- REQUIRED ACTION -
Word for word, repeat the records, leaving every picture behind.

- MATERIAL FOR THIS TASK -
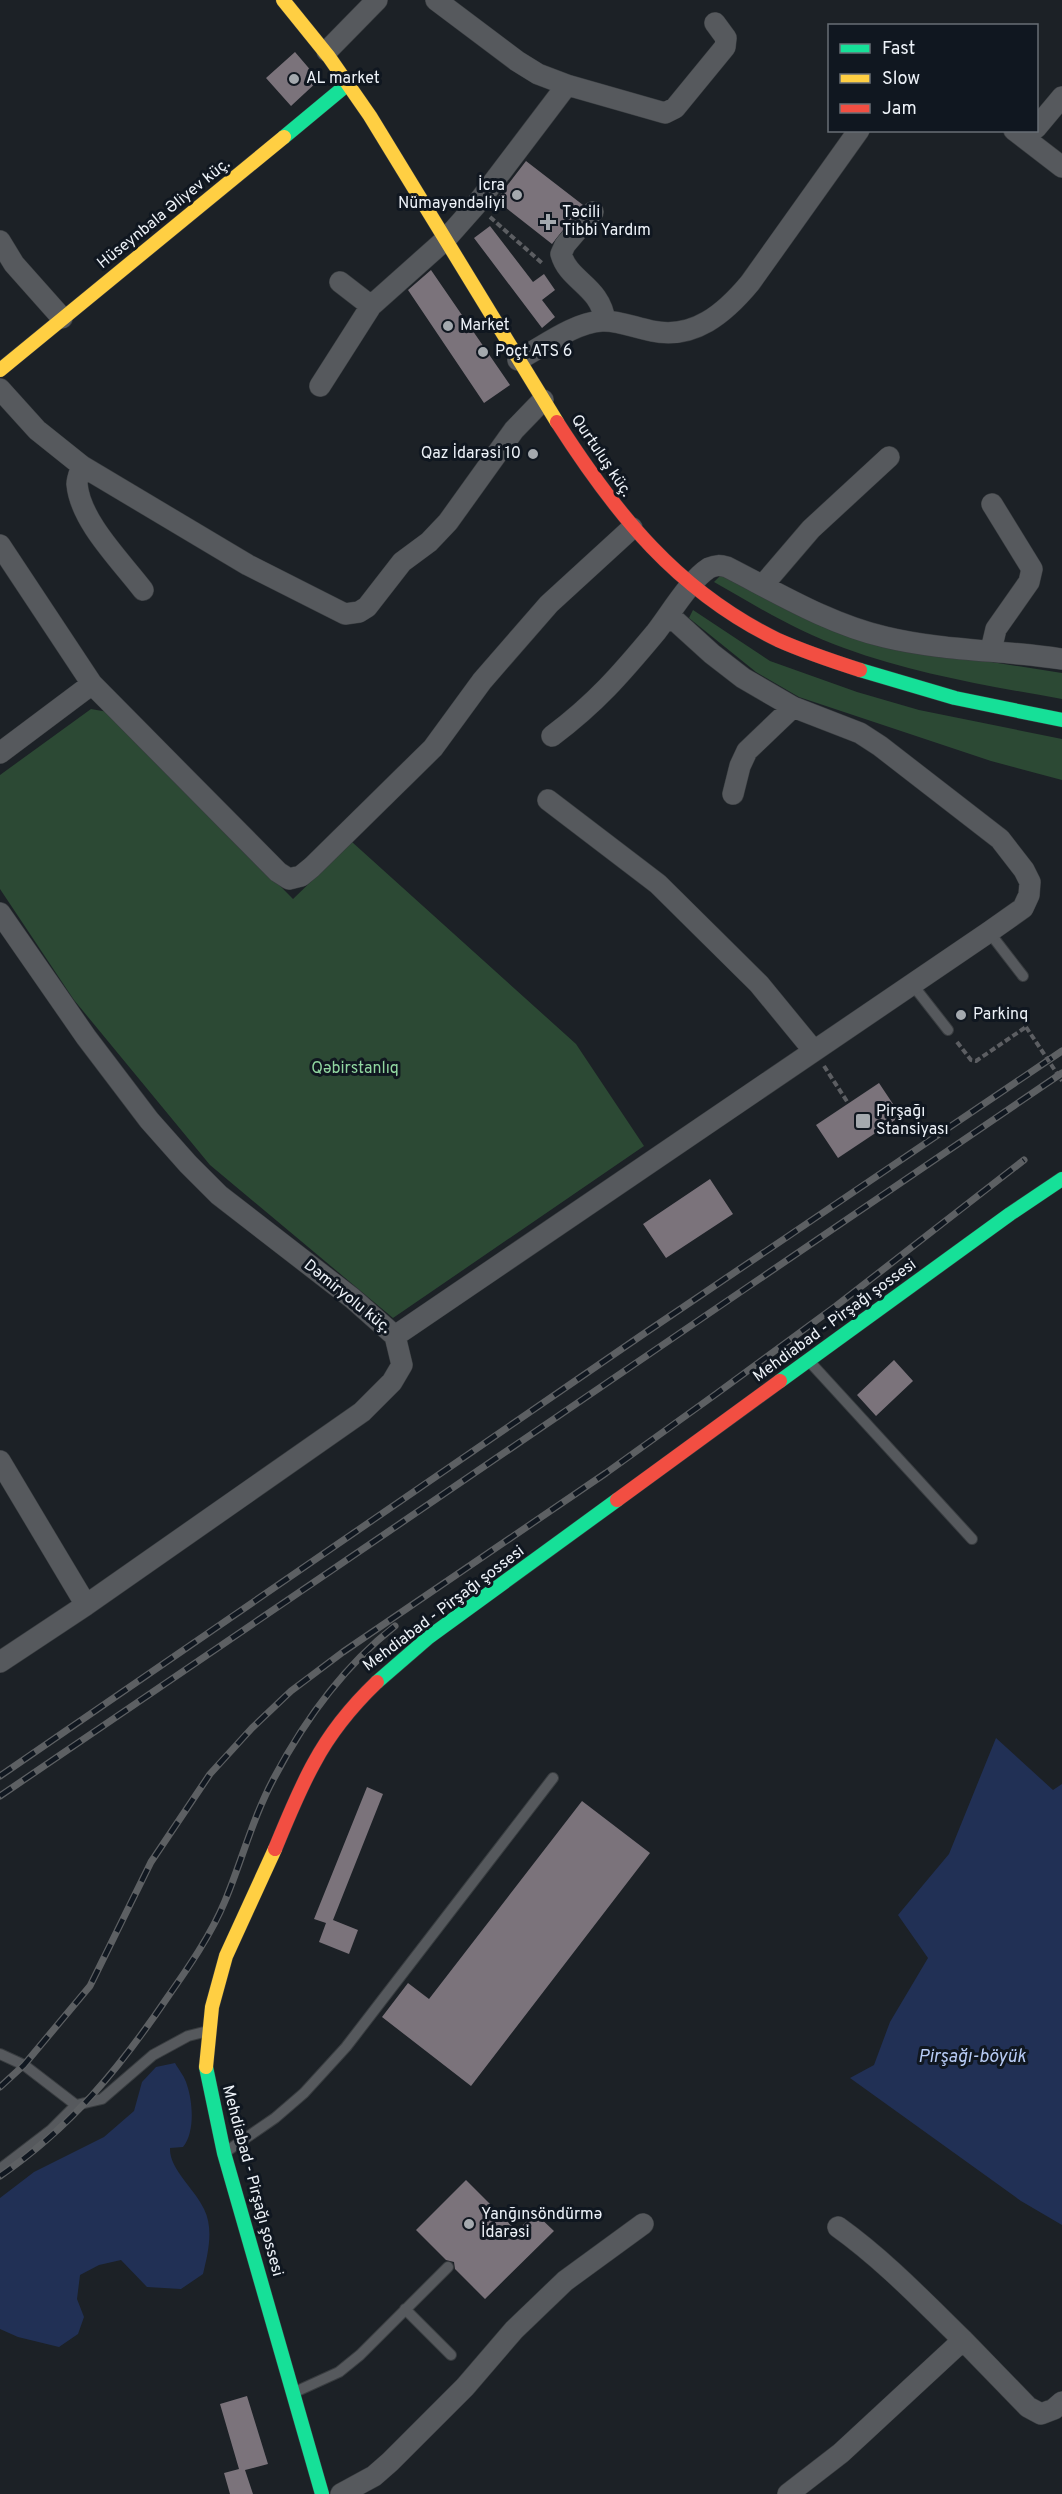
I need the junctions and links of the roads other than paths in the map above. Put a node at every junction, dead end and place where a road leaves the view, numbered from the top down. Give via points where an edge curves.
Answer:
1 (283, 0) edge
2 (377, 0) edge
3 (436, 0) edge
4 (715, 23) dead end
5 (327, 51) junction
6 (349, 83) junction
7 (567, 85) junction
8 (1062, 97) edge
9 (1038, 122) edge
10 (858, 132) edge
11 (1028, 132) edge
12 (1062, 167) edge
13 (594, 212) dead end
14 (445, 240) junction
15 (0, 241) edge
16 (340, 282) dead end
17 (371, 306) junction
18 (62, 318) junction
19 (604, 321) junction
20 (518, 360) junction
21 (0, 370) edge
22 (320, 386) dead end
23 (0, 390) edge
24 (543, 400) junction
25 (889, 458) dead end
26 (82, 466) junction
27 (992, 504) dead end
28 (632, 528) junction
29 (0, 545) edge
30 (763, 585) junction
31 (692, 586) junction
32 (143, 590) dead end
33 (669, 615) junction
34 (991, 650) junction
35 (1062, 659) edge
36 (92, 684) junction
37 (793, 707) junction
38 (1062, 720) edge
39 (552, 736) dead end
40 (0, 753) edge
41 (733, 794) dead end
42 (548, 800) dead end
43 (0, 913) edge
44 (989, 932) junction
45 (1023, 976) dead end
46 (912, 984) junction
47 (948, 1030) road end
48 (814, 1051) junction
49 (1062, 1179) edge
50 (395, 1336) junction
51 (809, 1360) junction
52 (0, 1461) edge
53 (972, 1539) dead end
54 (86, 1605) junction
55 (0, 1662) edge
56 (553, 1778) dead end
57 (208, 2031) junction
58 (0, 2054) edge
59 (76, 2105) junction
60 (224, 2153) junction
61 (0, 2169) edge
62 (643, 2224) dead end
63 (838, 2227) dead end
64 (448, 2267) dead end
65 (405, 2309) junction
66 (963, 2340) junction
67 (451, 2355) dead end
68 (295, 2392) junction
69 (1062, 2402) edge
70 (322, 2494) edge
71 (341, 2494) edge
72 (788, 2494) edge

1 - 5 main road, Qurtuluş küç.
2 - 5 street
3 - 7 street via 517,61
4 - 7 street via 726,38 724,47 675,108 665,113
5 - 6 main road, Qurtuluş küç.
6 - 14 main road, Qurtuluş küç.
6 - 18 main road, Hüseynbala Əliyev küç.
7 - 14 street
8 - 9 street
10 - 19 street via 750,284 715,319 676,332 656,332
11 - 12 street
13 - 19 street via 561,254 596,295 603,307
14 - 17 street
14 - 20 main road, Qurtuluş küç.
15 - 18 street via 14,264
16 - 17 street
17 - 22 street
18 - 21 main road, Hüseynbala Əliyev küç.
19 - 20 street via 585,324
20 - 24 main road, Qurtuluş küç.
23 - 26 street via 37,430
24 - 26 street via 514,430 448,522 402,562 359,612 345,614 248,565
24 - 28 main road, Qurtuluş küç.
25 - 30 street via 811,529
26 - 32 street via 77,482 81,502
27 - 34 street via 1032,568 1029,582 996,629
28 - 31 main road, Qurtuluş küç.
28 - 36 street via 527,628 414,769 301,876 289,879 278,872
29 - 36 street
30 - 31 street via 718,565 708,569
30 - 34 street via 837,622 885,637 947,648
31 - 33 street
31 - 38 main road, Qurtuluş küç. via 769,635 831,661 889,681
33 - 37 street via 743,678
33 - 39 street via 613,684 586,711
34 - 35 street
36 - 40 street
37 - 41 street via 747,751
37 - 44 street via 880,746 1000,839 1024,870 1030,882 1029,895 1023,908
42 - 48 street via 658,884 759,984
43 - 50 street, Dəmiryolu küç. via 86,1037 188,1164 219,1195
44 - 45 lane
44 - 46 street
46 - 47 lane
46 - 48 street
48 - 50 street
49 - 51 main road, Mehdiabad - Pirşağı şossesi
50 - 54 street, Dəmiryolu küç. via 402,1365 392,1382 362,1412
51 - 53 lane
51 - 57 main road, Mehdiabad - Pirşağı şossesi via 429,1637 351,1707 313,1764 245,1910 226,1956
52 - 54 street
54 - 55 street, Dəmiryolu küç.
56 - 60 lane via 346,2047 297,2099
57 - 59 lane via 188,2036 153,2055 102,2099
57 - 60 main road, Mehdiabad - Pirşağı şossesi via 206,2068
58 - 59 lane via 24,2065
59 - 61 lane via 51,2130
60 - 68 main road, Mehdiabad - Pirşağı şossesi
62 - 71 street via 565,2281 390,2462 375,2476
63 - 66 street via 888,2266
64 - 65 lane
65 - 67 lane
65 - 68 lane via 339,2372
66 - 69 street via 1028,2407 1041,2414
66 - 72 street via 841,2453
68 - 70 main road, Mehdiabad - Pirşağı şossesi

- TASK ANSWER -
I need the junctions and links of the roads other than paths in the map above. Put a node at every junction, dead end and place where a road leaves the view, numbered from the top down. Give via points where an edge curves.
Answer:
1 (283, 0) edge
2 (377, 0) edge
3 (436, 0) edge
4 (715, 23) dead end
5 (327, 51) junction
6 (349, 83) junction
7 (567, 85) junction
8 (1062, 97) edge
9 (1038, 122) edge
10 (858, 132) edge
11 (1028, 132) edge
12 (1062, 167) edge
13 (594, 212) dead end
14 (445, 240) junction
15 (0, 241) edge
16 (340, 282) dead end
17 (371, 306) junction
18 (62, 318) junction
19 (604, 321) junction
20 (518, 360) junction
21 (0, 370) edge
22 (320, 386) dead end
23 (0, 390) edge
24 (543, 400) junction
25 (889, 458) dead end
26 (82, 466) junction
27 (992, 504) dead end
28 (632, 528) junction
29 (0, 545) edge
30 (763, 585) junction
31 (692, 586) junction
32 (143, 590) dead end
33 (669, 615) junction
34 (991, 650) junction
35 (1062, 659) edge
36 (92, 684) junction
37 (793, 707) junction
38 (1062, 720) edge
39 (552, 736) dead end
40 (0, 753) edge
41 (733, 794) dead end
42 (548, 800) dead end
43 (0, 913) edge
44 (989, 932) junction
45 (1023, 976) dead end
46 (912, 984) junction
47 (948, 1030) road end
48 (814, 1051) junction
49 (1062, 1179) edge
50 (395, 1336) junction
51 (809, 1360) junction
52 (0, 1461) edge
53 (972, 1539) dead end
54 (86, 1605) junction
55 (0, 1662) edge
56 (553, 1778) dead end
57 (208, 2031) junction
58 (0, 2054) edge
59 (76, 2105) junction
60 (224, 2153) junction
61 (0, 2169) edge
62 (643, 2224) dead end
63 (838, 2227) dead end
64 (448, 2267) dead end
65 (405, 2309) junction
66 (963, 2340) junction
67 (451, 2355) dead end
68 (295, 2392) junction
69 (1062, 2402) edge
70 (322, 2494) edge
71 (341, 2494) edge
72 (788, 2494) edge

1 - 5 main road, Qurtuluş küç.
2 - 5 street
3 - 7 street via 517,61
4 - 7 street via 726,38 724,47 675,108 665,113
5 - 6 main road, Qurtuluş küç.
6 - 14 main road, Qurtuluş küç.
6 - 18 main road, Hüseynbala Əliyev küç.
7 - 14 street
8 - 9 street
10 - 19 street via 750,284 715,319 676,332 656,332
11 - 12 street
13 - 19 street via 561,254 596,295 603,307
14 - 17 street
14 - 20 main road, Qurtuluş küç.
15 - 18 street via 14,264
16 - 17 street
17 - 22 street
18 - 21 main road, Hüseynbala Əliyev küç.
19 - 20 street via 585,324
20 - 24 main road, Qurtuluş küç.
23 - 26 street via 37,430
24 - 26 street via 514,430 448,522 402,562 359,612 345,614 248,565
24 - 28 main road, Qurtuluş küç.
25 - 30 street via 811,529
26 - 32 street via 77,482 81,502
27 - 34 street via 1032,568 1029,582 996,629
28 - 31 main road, Qurtuluş küç.
28 - 36 street via 527,628 414,769 301,876 289,879 278,872
29 - 36 street
30 - 31 street via 718,565 708,569
30 - 34 street via 837,622 885,637 947,648
31 - 33 street
31 - 38 main road, Qurtuluş küç. via 769,635 831,661 889,681
33 - 37 street via 743,678
33 - 39 street via 613,684 586,711
34 - 35 street
36 - 40 street
37 - 41 street via 747,751
37 - 44 street via 880,746 1000,839 1024,870 1030,882 1029,895 1023,908
42 - 48 street via 658,884 759,984
43 - 50 street, Dəmiryolu küç. via 86,1037 188,1164 219,1195
44 - 45 lane
44 - 46 street
46 - 47 lane
46 - 48 street
48 - 50 street
49 - 51 main road, Mehdiabad - Pirşağı şossesi
50 - 54 street, Dəmiryolu küç. via 402,1365 392,1382 362,1412
51 - 53 lane
51 - 57 main road, Mehdiabad - Pirşağı şossesi via 429,1637 351,1707 313,1764 245,1910 226,1956
52 - 54 street
54 - 55 street, Dəmiryolu küç.
56 - 60 lane via 346,2047 297,2099
57 - 59 lane via 188,2036 153,2055 102,2099
57 - 60 main road, Mehdiabad - Pirşağı şossesi via 206,2068
58 - 59 lane via 24,2065
59 - 61 lane via 51,2130
60 - 68 main road, Mehdiabad - Pirşağı şossesi
62 - 71 street via 565,2281 390,2462 375,2476
63 - 66 street via 888,2266
64 - 65 lane
65 - 67 lane
65 - 68 lane via 339,2372
66 - 69 street via 1028,2407 1041,2414
66 - 72 street via 841,2453
68 - 70 main road, Mehdiabad - Pirşağı şossesi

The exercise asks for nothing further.